As you read these Pros and Cons below, keep in mind that it is hard to keep my particular preferences from creeping in the equation.  Therefore, it is important that you take the time to look at the other parts of this review so you can decide yourself on items which may be more of a personal preference.


  • My first impression was how light the handgun felt and I was amazed at the extensive fluting on the cylinder and that Ruger still rated this revolver for 38 Special +P ammunition.
  • The double action trigger pull measures 9.7 pounds based on 10 pulls using a Lyman Digital Trigger Pull Gauge.  I was actually surprised to see it come in above 9 pounds because the smoothness of the pull makes the pull weight seem less.
  • Fully loaded, the LCR still comes in less than one pound (~15.5 ounces).
  • My range tests show the accuracy of the Ruger LCR revolver is most likely much greater than that of your typical shooter.

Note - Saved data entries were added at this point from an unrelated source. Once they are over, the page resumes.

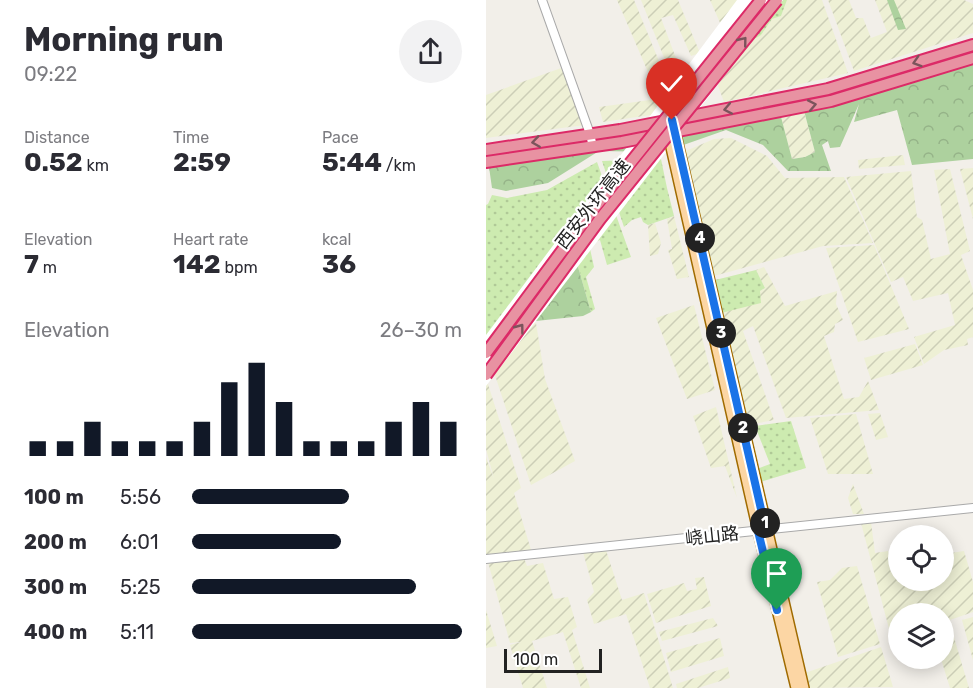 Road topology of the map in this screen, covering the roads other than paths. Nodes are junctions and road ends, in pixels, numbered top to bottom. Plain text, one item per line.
1 (542, 0) edge
2 (761, 0) edge
3 (777, 0) edge
4 (973, 45) edge
5 (973, 58) edge
6 (668, 120) junction
7 (671, 133) junction
8 (590, 134) junction
9 (593, 147) junction
10 (486, 150) edge
11 (486, 162) edge
12 (486, 353) edge
13 (486, 375) edge
14 (973, 507) edge
15 (762, 531) junction
16 (486, 559) edge
17 (796, 688) edge
18 (804, 688) edge

1 - 8 street
2 - 12 highway, 西安外环高速, bridge
13 -> 3 highway, 西安外环高速, bridge
4 -> 6 highway
7 -> 5 highway
6 - 7 main road
6 - 8 highway
7 - 9 highway
7 - 15 main road
8 - 9 street
8 -> 10 highway
9 - 11 highway
14 - 15 street, 峣山路
15 - 16 street, 峣山路
15 - 17 main road
15 - 18 main road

Pro/Con/Comment (you decide)?:

  • This revolver comes with a Hogue® Tamer™ grip that allows you get two fingers firmly on the grip while your little finger rests under the butt of the grip.  For my hand size (medium palm with long fingers), the grip felt good and has a large feel for such a small revolver.
  • The Instruction Manual provided with the revolver didn't have any reference about the internal lock on the LCR.  Although the internal lock is very simple, I had to go to the online version to see the instruction details.  This may or may not be the case when you purchase a LCR in the future.

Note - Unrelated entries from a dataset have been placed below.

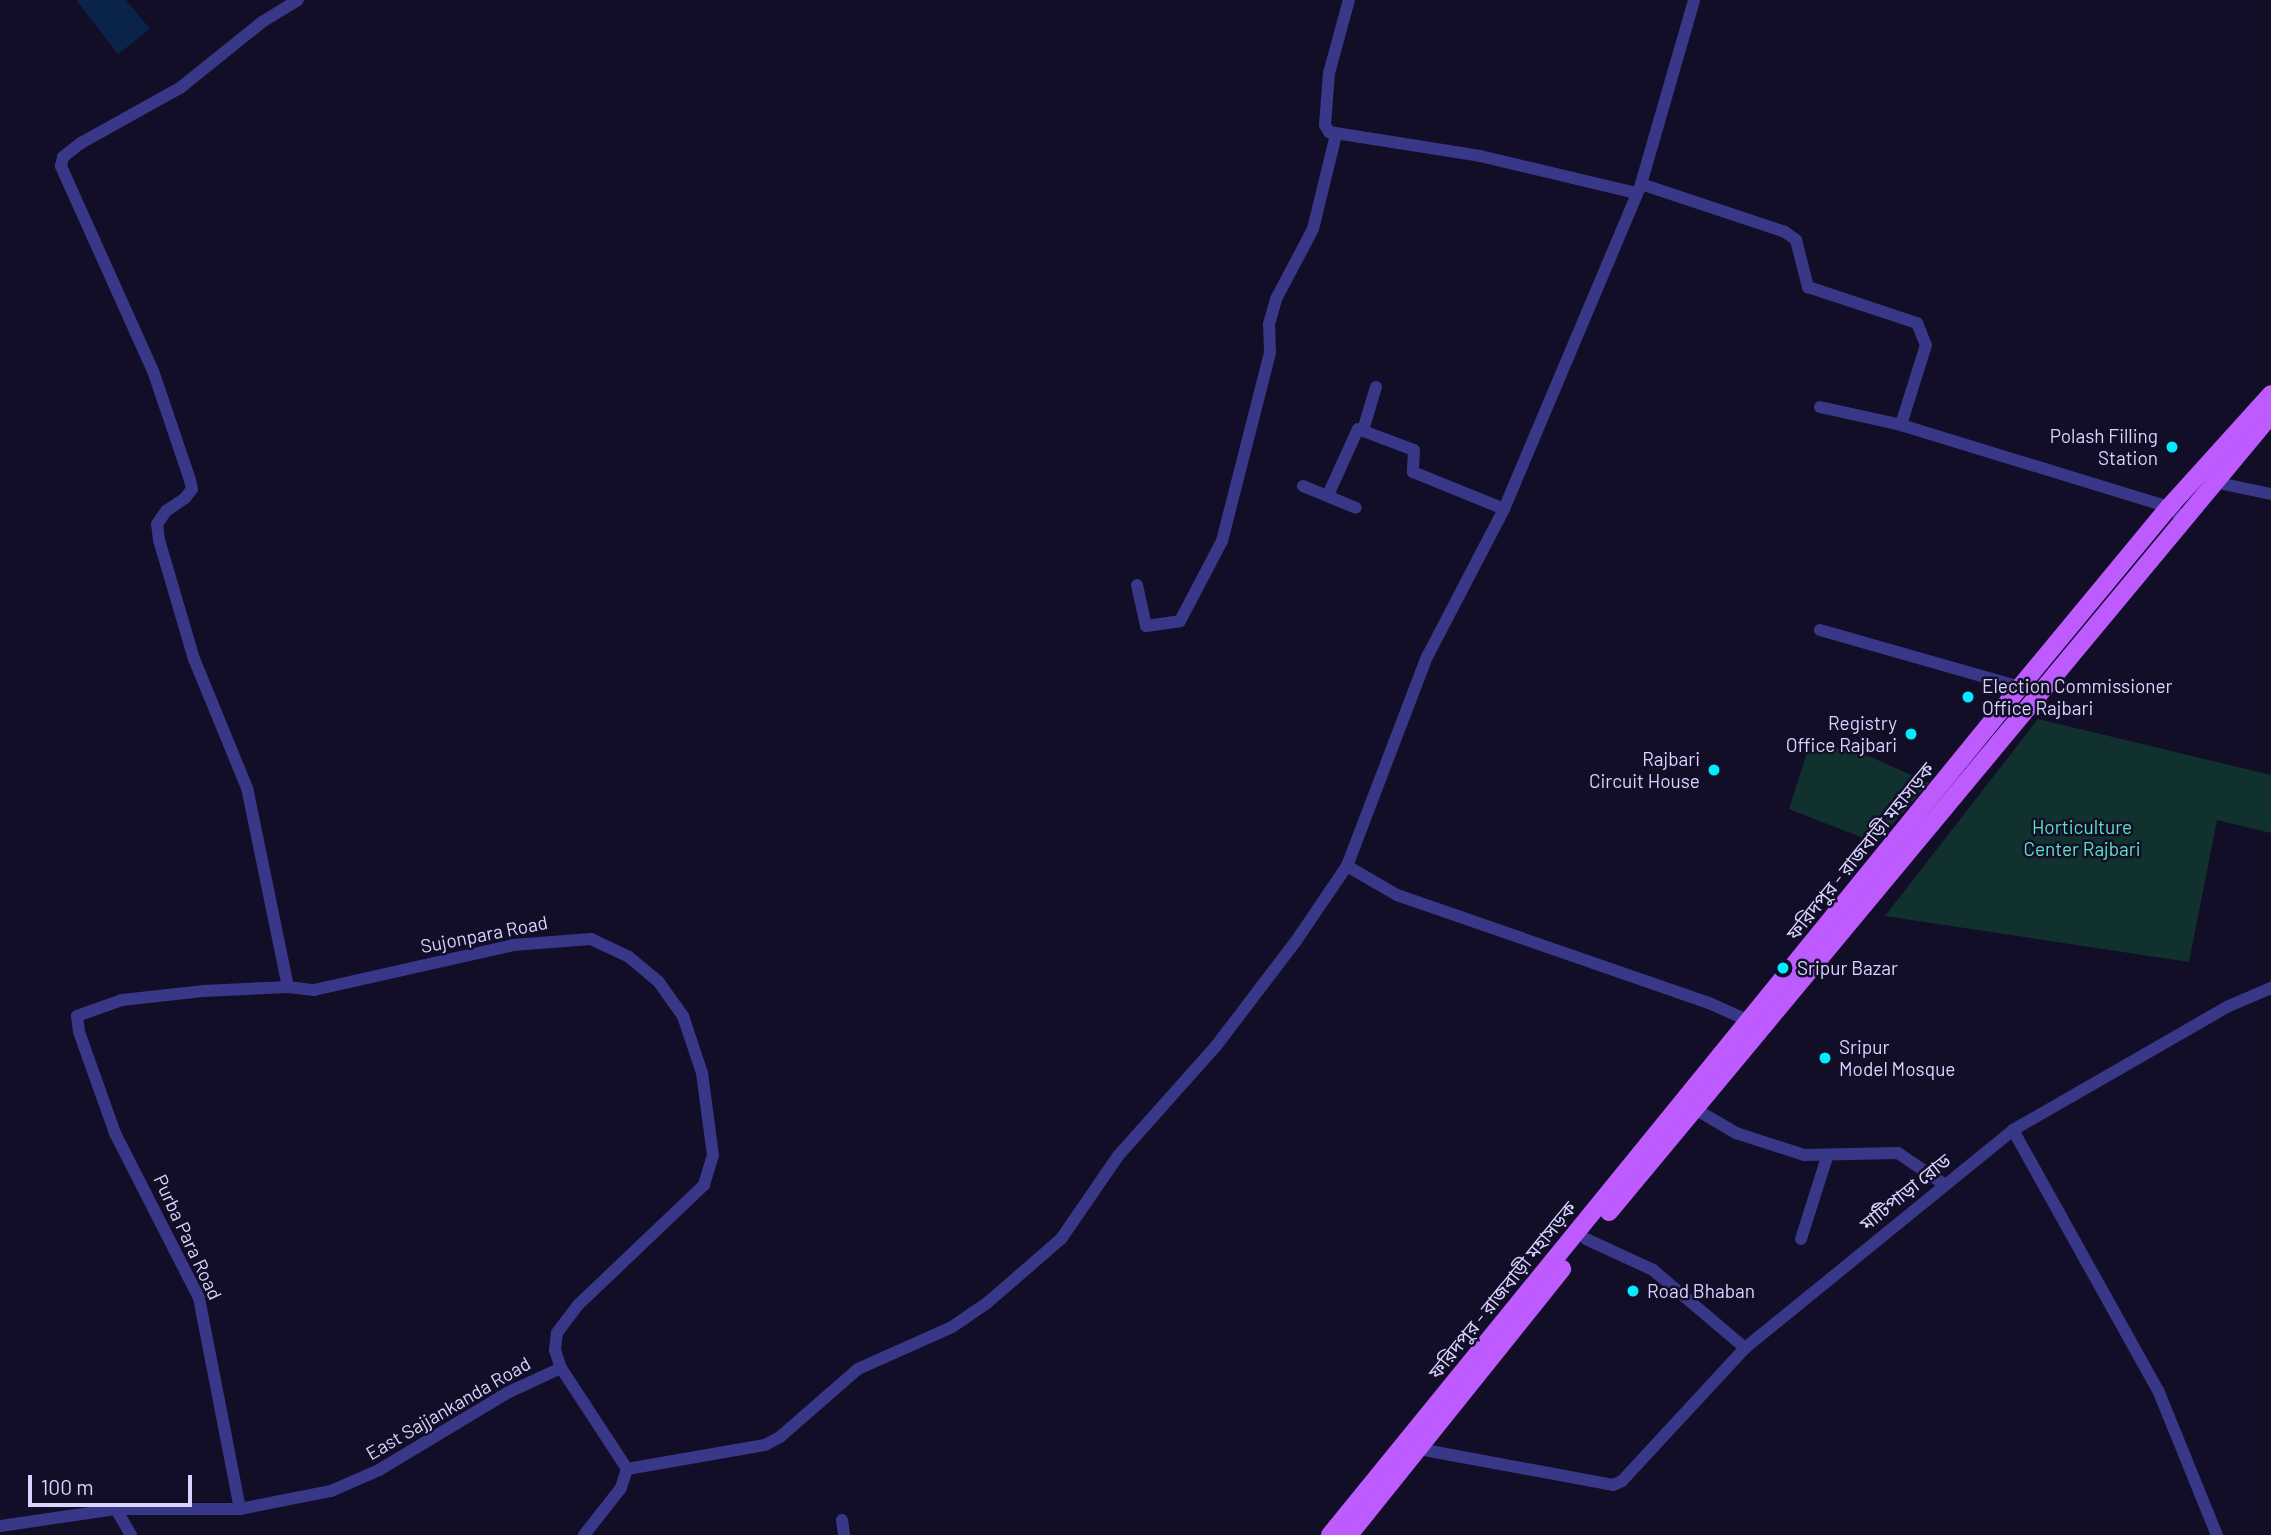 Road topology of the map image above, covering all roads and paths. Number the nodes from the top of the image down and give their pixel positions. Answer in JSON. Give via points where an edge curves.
{"nodes":[{"id":1,"x":298,"y":0,"type":"edge"},
{"id":2,"x":1349,"y":0,"type":"edge"},
{"id":3,"x":1694,"y":0,"type":"edge"},
{"id":4,"x":1336,"y":135,"type":"junction"},
{"id":5,"x":1639,"y":189,"type":"junction"},
{"id":6,"x":1376,"y":387,"type":"dead end"},
{"id":7,"x":2271,"y":394,"type":"edge"},
{"id":8,"x":1819,"y":407,"type":"dead end"},
{"id":9,"x":2271,"y":415,"type":"edge"},
{"id":10,"x":1901,"y":425,"type":"junction"},
{"id":11,"x":1363,"y":430,"type":"junction"},
{"id":12,"x":2214,"y":482,"type":"junction"},
{"id":13,"x":1303,"y":486,"type":"dead end"},
{"id":14,"x":2271,"y":494,"type":"edge"},
{"id":15,"x":1328,"y":495,"type":"junction"},
{"id":16,"x":1356,"y":508,"type":"dead end"},
{"id":17,"x":1504,"y":509,"type":"junction"},
{"id":18,"x":2176,"y":512,"type":"junction"},
{"id":19,"x":1137,"y":585,"type":"dead end"},
{"id":20,"x":1820,"y":630,"type":"dead end"},
{"id":21,"x":2020,"y":687,"type":"junction"},
{"id":22,"x":1347,"y":866,"type":"junction"},
{"id":23,"x":288,"y":987,"type":"junction"},
{"id":24,"x":2271,"y":988,"type":"edge"},
{"id":25,"x":1749,"y":1021,"type":"junction"},
{"id":26,"x":79,"y":1032,"type":"joint"},
{"id":27,"x":1695,"y":1109,"type":"junction"},
{"id":28,"x":2012,"y":1130,"type":"junction"},
{"id":29,"x":1827,"y":1157,"type":"junction"},
{"id":30,"x":1945,"y":1185,"type":"junction"},
{"id":31,"x":1586,"y":1239,"type":"junction"},
{"id":32,"x":1801,"y":1239,"type":"dead end"},
{"id":33,"x":1745,"y":1348,"type":"junction"},
{"id":34,"x":561,"y":1368,"type":"junction"},
{"id":35,"x":1419,"y":1448,"type":"junction"},
{"id":36,"x":627,"y":1469,"type":"junction"},
{"id":37,"x":240,"y":1509,"type":"junction"},
{"id":38,"x":116,"y":1510,"type":"junction"},
{"id":39,"x":842,"y":1520,"type":"dead end"},
{"id":40,"x":0,"y":1526,"type":"edge"},
{"id":41,"x":131,"y":1535,"type":"edge"},
{"id":42,"x":584,"y":1535,"type":"edge"},
{"id":43,"x":844,"y":1535,"type":"edge"},
{"id":44,"x":1330,"y":1535,"type":"edge"},
{"id":45,"x":1349,"y":1535,"type":"edge"},
{"id":46,"x":2217,"y":1535,"type":"edge"}],
"edges":[{"from":1,"to":23,"type":"street","via":[[262,22],[180,88],[81,143],[63,157],[61,166],[153,371],[190,480],[192,489],[157,524],[159,540],[203,683],[247,788]]},
{"from":2,"to":4,"type":"street","via":[[1329,73],[1325,125]]},
{"from":3,"to":5,"type":"street"},
{"from":4,"to":5,"type":"street","via":[[1480,156]]},
{"from":4,"to":19,"type":"street","via":[[1312,229],[1276,299],[1269,324],[1268,361],[1222,541],[1180,621],[1146,626]]},
{"from":5,"to":10,"type":"street","via":[[1785,232],[1796,240],[1808,287],[1917,323],[1926,345]]},
{"from":5,"to":17,"type":"street"},
{"from":6,"to":11,"type":"street"},
{"from":7,"to":18,"type":"main road","name":"ফরিদপুর - রাজবাড়ী মহাসড়ক"},
{"from":8,"to":10,"type":"street"},
{"from":9,"to":12,"type":"main road","name":"ফরিদপুর - রাজবাড়ী মহাসড়ক"},
{"from":10,"to":18,"type":"street"},
{"from":11,"to":15,"type":"street","via":[[1353,433]]},
{"from":11,"to":17,"type":"street","via":[[1414,450],[1413,472]]},
{"from":12,"to":14,"type":"street"},
{"from":12,"to":18,"type":"main road","name":"ফরিদপুর - রাজবাড়ী মহাসড়ক"},
{"from":13,"to":15,"type":"street"},
{"from":15,"to":16,"type":"street"},
{"from":17,"to":22,"type":"street","via":[[1427,657]]},
{"from":18,"to":21,"type":"main road","name":"ফরিদপুর - রাজবাড়ী মহাসড়ক"},
{"from":18,"to":27,"type":"main road","name":"ফরিদপুর - রাজবাড়ী মহাসড়ক"},
{"from":20,"to":21,"type":"street"},
{"from":21,"to":25,"type":"main road","name":"ফরিদপুর - রাজবাড়ী মহাসড়ক"},
{"from":22,"to":25,"type":"street","via":[[1396,895],[1709,1003]]},
{"from":22,"to":36,"type":"street","via":[[1216,1046],[1118,1157],[1060,1239],[987,1303],[941,1333],[858,1369],[765,1445]]},
{"from":23,"to":26,"type":"street","name":"Sujonpara Road","via":[[122,1000],[85,1010],[77,1016]]},
{"from":23,"to":34,"type":"street","name":"Sujonpara Road","via":[[314,990],[513,944],[591,939],[629,957],[658,981],[683,1016],[702,1073],[713,1155],[704,1185],[579,1305],[557,1333],[555,1350]]},
{"from":24,"to":28,"type":"street","name":"মাটিপাড়া রোড","via":[[2229,1006]]},
{"from":25,"to":44,"type":"main road","name":"ফরিদপুর - রাজবাড়ী মহাসড়ক"},
{"from":26,"to":37,"type":"street","name":"Purba Para Road","via":[[115,1133],[199,1298]]},
{"from":27,"to":29,"type":"street","via":[[1758,1142]]},
{"from":27,"to":31,"type":"main road","name":"ফরিদপুর - রাজবাড়ী মহাসড়ক"},
{"from":28,"to":30,"type":"street","name":"মাটিপাড়া রোড"},
{"from":28,"to":46,"type":"street","via":[[2158,1390]]},
{"from":29,"to":30,"type":"street","via":[[1886,1150]]},
{"from":29,"to":32,"type":"street"},
{"from":30,"to":33,"type":"street","name":"মাটিপাড়া রোড"},
{"from":31,"to":33,"type":"street","via":[[1653,1270]]},
{"from":31,"to":35,"type":"main road","name":"ফরিদপুর - রাজবাড়ী মহাসড়ক"},
{"from":33,"to":35,"type":"street","name":"মাটিপাড়া রোড","via":[[1622,1481],[1613,1485]]},
{"from":34,"to":36,"type":"street","name":"East Sajjankanda Road"},
{"from":34,"to":37,"type":"street","name":"East Sajjankanda Road","via":[[509,1392],[350,1485]]},
{"from":35,"to":45,"type":"main road","name":"ফরিদপুর - রাজবাড়ী মহাসড়ক"},
{"from":36,"to":42,"type":"street","via":[[621,1488]]},
{"from":37,"to":38,"type":"street","name":"East Sajjankanda Road"},
{"from":38,"to":40,"type":"street","name":"East Sajjankanda Road"},
{"from":38,"to":41,"type":"street"},
{"from":39,"to":43,"type":"street"}]}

  • I didn't find anything that I would consider to be a true con for the Ruger LCR Revolver, but I do have something to point out.   If you purchase this revolver with an intent to impress your friends with your shooting abilities, then you may have selected the wrong revolver.  Although this revolver can be accurate, it takes a lot  of practice and skill to create tight groups at longer distances for this style of double action only revolver having a 1.875" barrel length.  I feel the role of the Ruger LCR 38 Special +P is a close range defense handgun.


Bottom Line:

If you are looking for a good, simple, light weight defense handgun, then the Ruger LCR 38 Special +P Revolver is one that you should seriously consider.  Weighing in at under a pound loaded, I found the five shot LCR to still be comfortable to shoot even with +P ammunition.  Since the LCR is hammerless, there is nothing to snag on your clothing, pack or purse when drawing the revolver.  Since the LCR is double action only, it is very simple to fire because the only thing you need to do is aim and pull the trigger (no safety).  Overall I would say the Ruger LCR is a great first handgun for a person or family interested in concealed carry and/or home defense.  If you consider that Ruger just introduced another model in 22 Magnum which currently makes 4 calibers for this handgun, the LCR has proven it's popularity in the consumer market.